Wednesday, May 09, 2012

Applying for Jobs {Part 2}

This is the second post in my uber mini-series about applying and interviewing for jobs. I've hired a fair amount of staff {and interviewed more}, and I've noticed some common mistakes that I want you to avoid. You can read my first post here.

In this post I'm continuing on my original list:
5. Asking too many questions: Don't get me wrong. I love questions, and I love asking them myself. However, in an interview, I give a LOT of information about the position, our organization, pay, time-off, qualifications, facilities, etc. In a phone interview situation like that, take notes. If you miss something and want to ask about it, preface with "I know you mentioned this, but I missed it or I wasn't clear on something." Don't stick to your pre-made list of questions of which the answers were already covered. And, after you're hired, I send out an information packet. Read.

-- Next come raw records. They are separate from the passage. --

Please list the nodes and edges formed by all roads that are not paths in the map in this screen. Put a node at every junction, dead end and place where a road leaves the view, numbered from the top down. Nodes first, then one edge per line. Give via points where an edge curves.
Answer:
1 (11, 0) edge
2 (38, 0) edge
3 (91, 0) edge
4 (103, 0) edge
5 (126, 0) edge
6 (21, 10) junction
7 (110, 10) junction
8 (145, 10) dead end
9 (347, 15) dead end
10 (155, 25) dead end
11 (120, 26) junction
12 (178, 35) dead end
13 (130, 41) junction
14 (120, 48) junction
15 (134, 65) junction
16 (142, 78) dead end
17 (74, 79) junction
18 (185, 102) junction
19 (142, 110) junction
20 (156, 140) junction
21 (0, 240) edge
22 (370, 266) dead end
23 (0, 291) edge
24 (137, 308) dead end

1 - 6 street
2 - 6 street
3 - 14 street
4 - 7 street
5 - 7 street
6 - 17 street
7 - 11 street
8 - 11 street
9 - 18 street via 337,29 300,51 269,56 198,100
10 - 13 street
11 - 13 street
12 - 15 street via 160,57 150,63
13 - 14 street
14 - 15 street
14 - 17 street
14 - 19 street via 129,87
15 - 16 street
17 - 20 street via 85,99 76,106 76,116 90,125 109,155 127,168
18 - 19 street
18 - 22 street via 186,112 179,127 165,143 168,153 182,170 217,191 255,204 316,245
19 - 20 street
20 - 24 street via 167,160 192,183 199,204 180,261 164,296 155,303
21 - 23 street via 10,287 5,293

It.

6. Being unprofessional: Yes, it's camp. Yes, it's super casual and you get to wear your swimsuit around all day and depending on the camp flip flops/sandals/etc. Yeah, you don't have to always brush your hair or shower and you'll make a fool of yourself singing ridiculous songs all summer. But, I'm still your potential boss. Be professional. One word e-mails, messages which don't leave your name {I call a LOT of people}, etc. are not helpful, and will put another candidate above you.

7. Not selling yourself: A good portion of my interviews are surprises for people. I generally call and say "Hi, I'm the camp director at that camp you applied for, do you have a few minutes?" So, I know people don't have a whole lot of time to prepare/practice {something I highly recommend if you have time}. But, I ask questions designed to make you think fast on your feet. There really aren't any wrong answers. What's important when you apply for any job is to know yourself, your experiences, and know a little bit about the organization you're applying for {do some digging when you apply}. Also, have an "elevator speech" ready-to-go when you start filling out applications. This is doubly important if your interview is NOT a surprise. If you know you have an interview coming up, do your research and practice.

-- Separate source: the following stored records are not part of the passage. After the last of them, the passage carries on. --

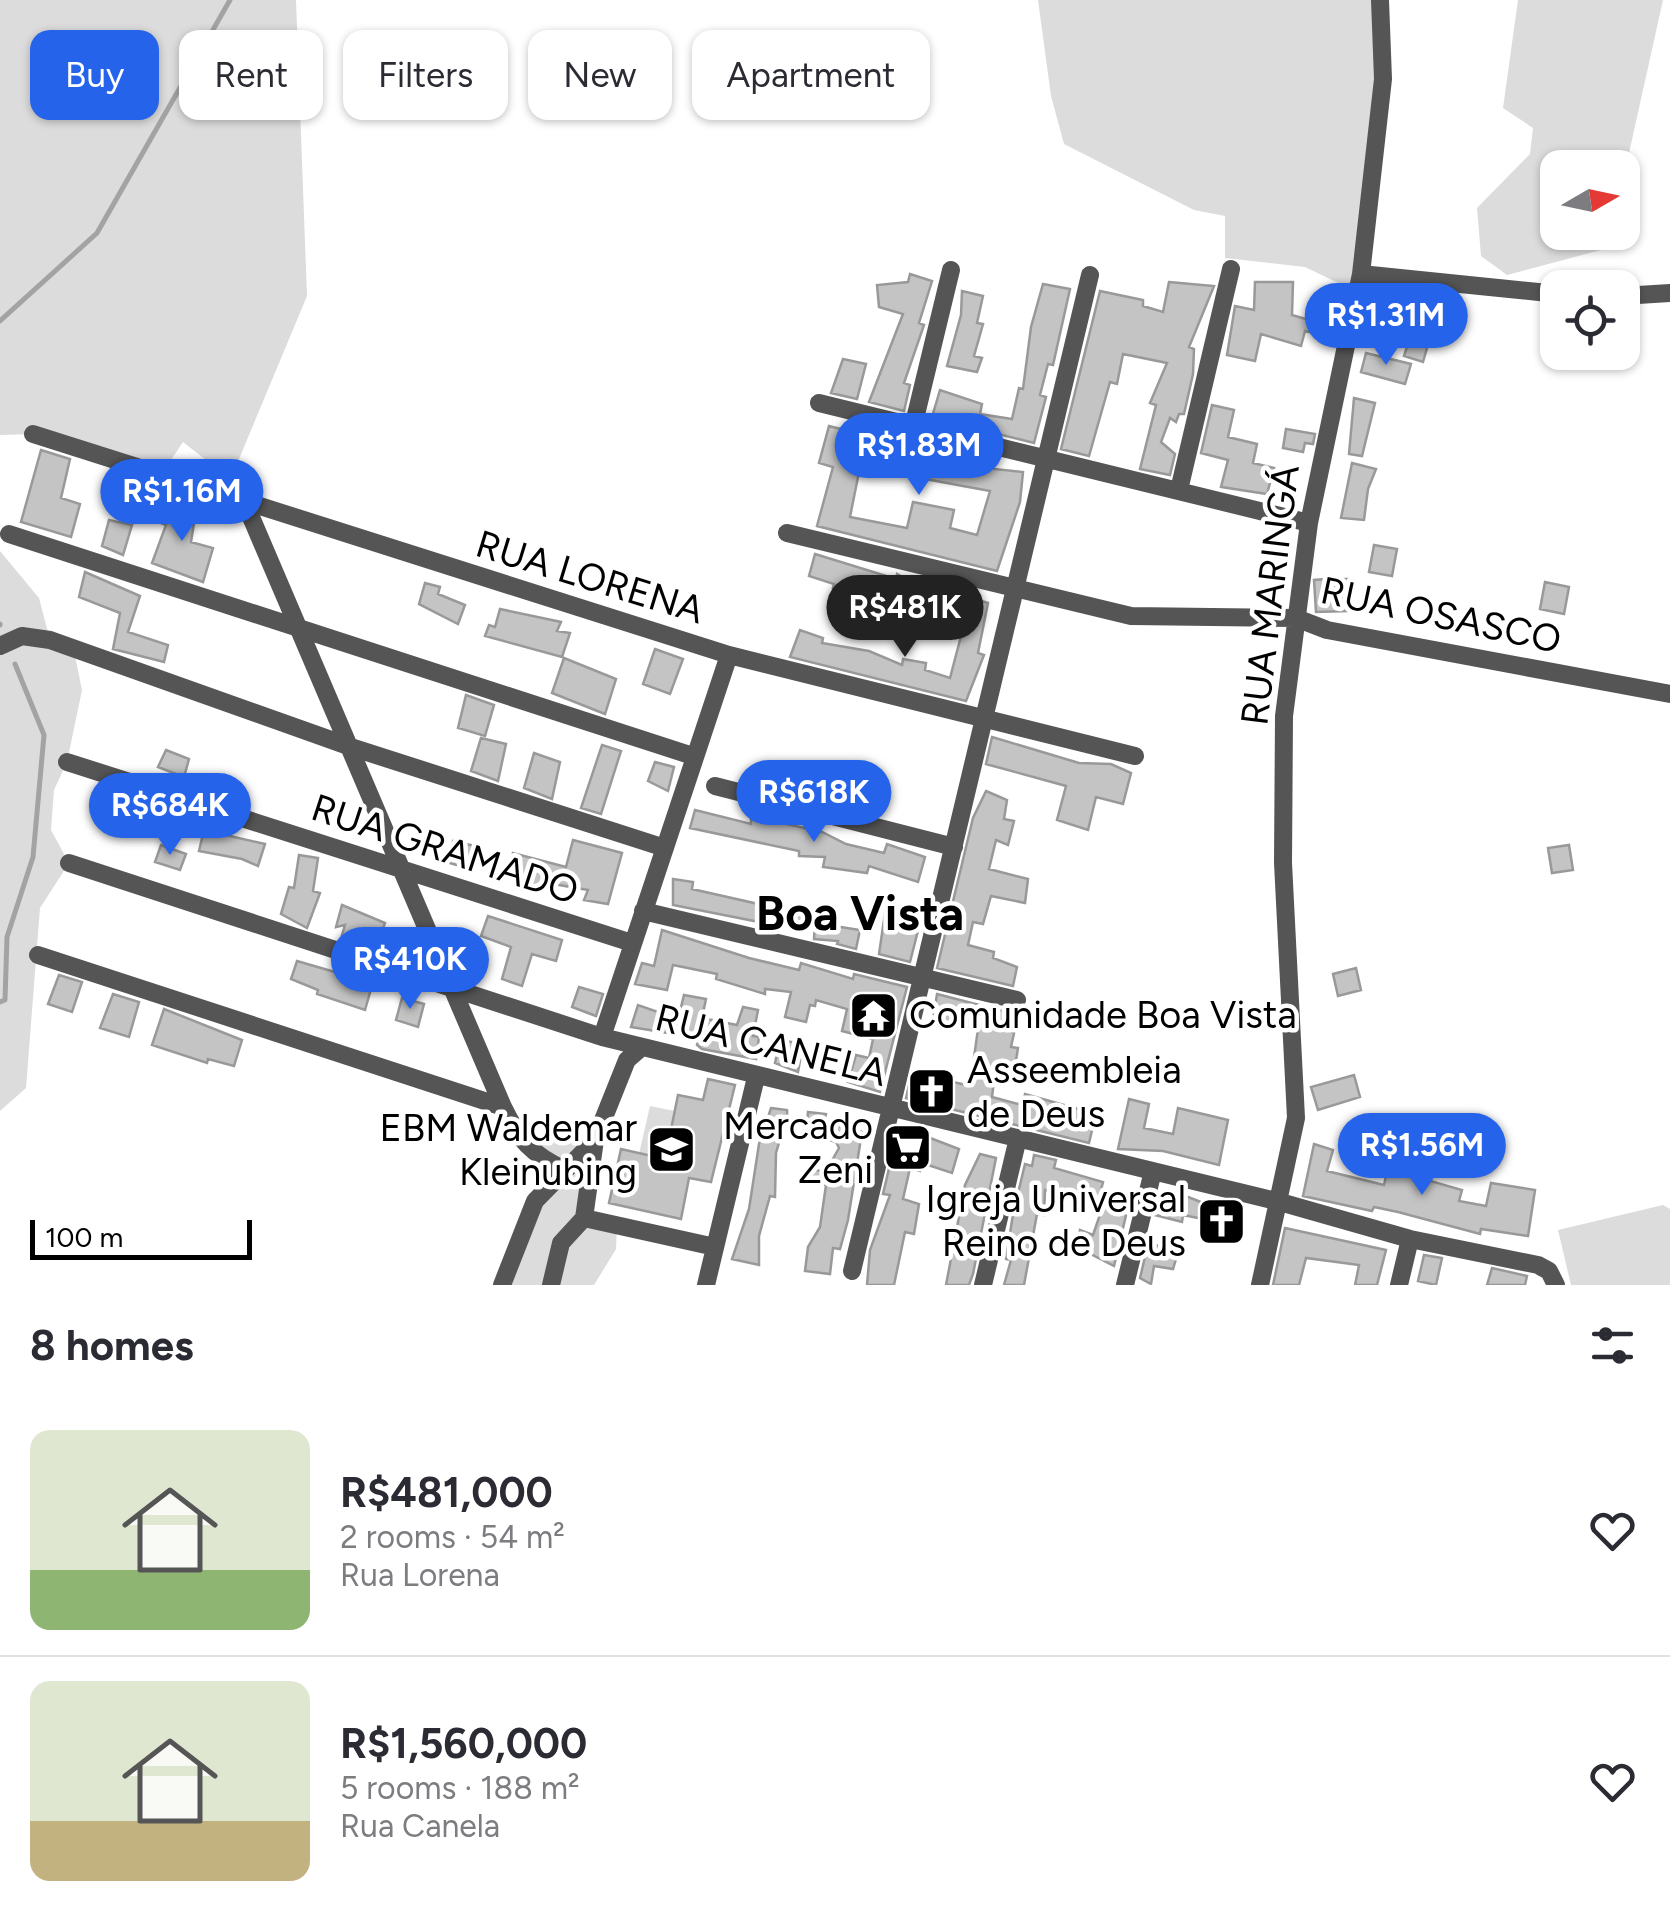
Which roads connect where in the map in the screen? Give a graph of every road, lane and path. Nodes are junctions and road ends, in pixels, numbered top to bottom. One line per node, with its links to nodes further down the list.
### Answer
1 (1380, 0): 5 (street, RUA MARINGÁ)
2 (1231, 269): 13 (street)
3 (951, 270): 10 (street)
4 (1090, 274): 12 (street)
5 (1361, 274): 6 (street); 15 (street, RUA MARINGÁ)
6 (1540, 292)
7 (1670, 293): 8 (street)
8 (1640, 295)
9 (819, 404): 10 (street)
10 (914, 428): 12 (street)
11 (33, 434): 14 (street, RUA LORENA)
12 (1046, 461): 13 (street); 18 (street)
13 (1179, 490): 15 (street)
14 (245, 502): 20 (street); 22 (street, RUA LORENA)
15 (1308, 523): 19 (street, RUA MARINGÁ)
16 (787, 533): 18 (street, RUA OSASCO)
17 (9, 534): 20 (street)
18 (1016, 588): 19 (street, RUA OSASCO); 24 (street)
19 (1296, 618): 23 (street, RUA OSASCO); 49 (street, RUA MARINGÁ)
20 (302, 629): 25 (street); 26 (street)
21 (0, 646): 25 (street)
22 (729, 654): 24 (street, RUA LORENA); 26 (street)
23 (1670, 694)
24 (985, 721): 27 (street, RUA LORENA); 30 (street)
25 (351, 747): 31 (street); 33 (street)
26 (694, 756): 31 (street)
27 (1135, 756)
28 (67, 762): 33 (street, RUA GRAMADO)
29 (715, 786): 30 (street)
30 (954, 847): 37 (street)
31 (664, 848): 34 (street)
32 (69, 863): 38 (street, RUA CANELA)
33 (402, 869): 35 (street, RUA GRAMADO); 38 (street)
34 (643, 910): 35 (street); 37 (street)
35 (632, 942): 40 (street)
36 (38, 955): 43 (street)
37 (922, 976): 39 (street); 44 (street)
38 (452, 987): 40 (street, RUA CANELA); 43 (street)
39 (1017, 1000)
40 (602, 1037): 41 (street, RUA CANELA)
41 (642, 1047): 42 (street, RUA CANELA); 46 (street)
42 (756, 1077): 44 (street, RUA CANELA); 52 (street)
43 (503, 1107): 47 (street)
44 (892, 1108): 45 (street, RUA CANELA); 54 (street)
45 (1018, 1138): 48 (street, RUA CANELA); 58 (street)
46 (595, 1140): 47 (street); 50 (street)
47 (565, 1170): 55 (street)
48 (1153, 1171): 49 (street, RUA CANELA); 59 (street)
49 (1280, 1202): 51 (street, RUA CANELA); 60 (street, RUA MARINGÁ)
50 (584, 1218): 52 (street); 56 (street)
51 (1410, 1239): 53 (street, RUA CANELA); 61 (street)
52 (714, 1248): 57 (street)
53 (1538, 1265): 62 (street); 63 (street)
54 (852, 1271)
55 (502, 1285)
56 (552, 1285)
57 (706, 1285)
58 (984, 1285)
59 (1125, 1285)
60 (1260, 1285)
61 (1399, 1285)
62 (1532, 1285)
63 (1556, 1285)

8. Making Demands: In some ways, working for me is flexible. Because I hire temporary summer staff I have a lot of power to work around schedules, family reunions, etc. However, the time to ask about those things is NOT in the initial e-mail or phone call we have. You should wait until I'm discussing dates, availability, etc. in the interview. By starting an e-mail with "I need to know this, because I won't work at this time" does not make me want to even set up an interview with you, let alone offer you a position.

9. Not using spell check/grammar check:  Kind of a no-brainer, but you'd be surprised at how many typos I see on resumes and misspelled words I see on applications. Unprofessional.

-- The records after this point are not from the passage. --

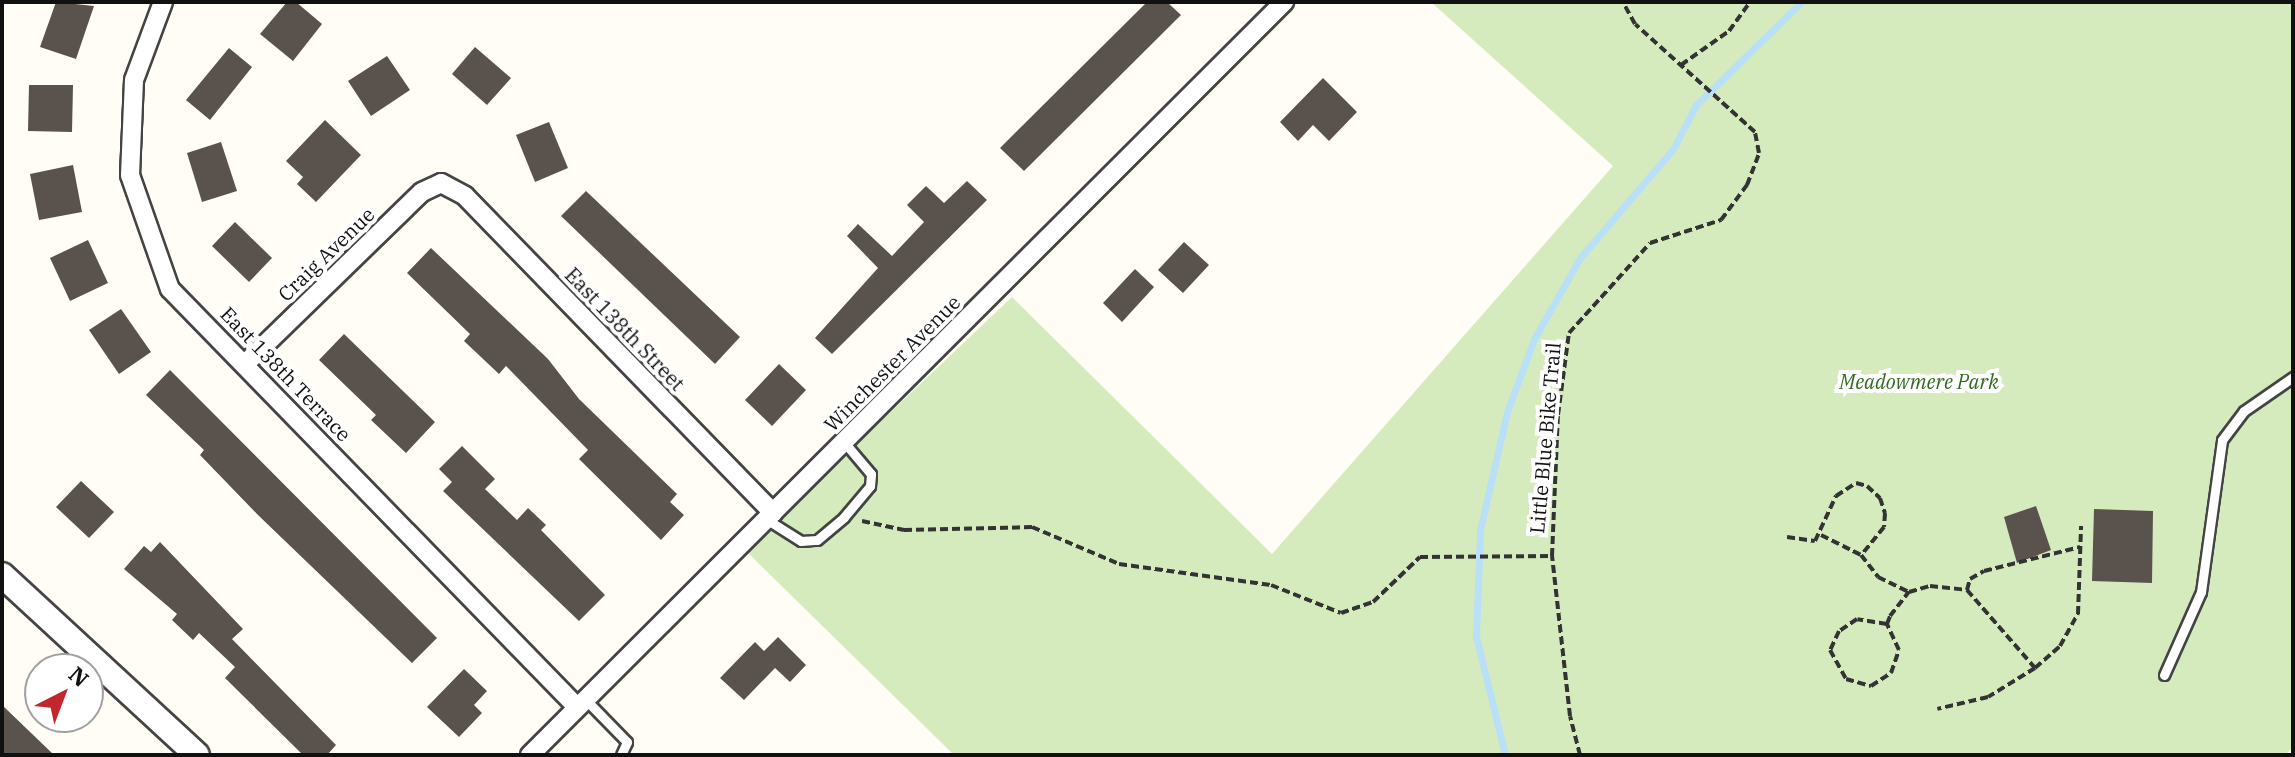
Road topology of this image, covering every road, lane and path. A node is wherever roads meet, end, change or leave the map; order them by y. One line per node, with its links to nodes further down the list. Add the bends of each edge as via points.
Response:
1 (163, 2): 7 (street, East 138th Terrace, via 134,80 130,175 170,289)
2 (1284, 2): 9 (street, Winchester Avenue)
3 (1623, 2): 5 (path, Little Blue Bike Trail, via 1635,24)
4 (1750, 2): 5 (path, via 1729,31)
5 (1681, 65): 17 (path, Little Blue Bike Trail, via 1755,132 1759,153 1747,185 1721,220 1650,243 1569,333 1558,415)
6 (441, 183): 7 (street, Craig Avenue, via 422,192); 10 (street, East 138th Street, via 465,196)
7 (246, 363): 24 (street, East 138th Terrace)
8 (2293, 377): 23 (lane, via 2244,411 2222,440 2212,482 2201,592)
9 (844, 442): 10 (street, Winchester Avenue); 11 (lane, via 871,474 870,486)
10 (769, 516): 11 (lane, via 801,541 817,540); 24 (street, Winchester Avenue)
11 (844, 517): 17 (path, Little Blue Bike Trail, via 904,530 1032,527 1119,564 1271,585 1341,613 1373,602 1420,557)
12 (2081, 526): 15 (path)
13 (1821, 535): 14 (path, via 1815,541); 16 (path); 16 (path, via 1836,496 1856,483 1867,486 1880,498 1884,527)
14 (1787, 537)
15 (2080, 547): 19 (path, via 1984,571 1970,579); 22 (path, via 2078,614 2060,646)
16 (1861, 555): 20 (path, via 1878,577)
17 (1552, 556): 29 (path, Little Blue Bike Trail)
18 (2, 575): 26 (street)
19 (1967, 590): 20 (path, via 1930,586); 22 (path)
20 (1909, 592): 21 (path)
21 (1887, 624): 21 (path, via 1899,650 1891,673 1871,686 1846,679 1830,650 1839,631 1857,619)
22 (2035, 668): 25 (path, via 1988,697)
23 (2164, 675)
24 (581, 703): 27 (street, Winchester Avenue); 28 (lane, via 627,742)
25 (1937, 709)
26 (197, 755)
27 (530, 755)
28 (621, 755)
29 (1580, 755)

Well, that was a long list! Feel free to leave your thoughts/observations in the comment section!


  1. Great tips! I think it's really important to interview well, despite the formality of the job!

  2. Definitely agree about the typos. We had to make up a resume for a class recently and I was looking at some past student's assignments to get an idea for a layout and I was shocked to see how many typos there were! Hopefully these were not sent in to an employer in that condition.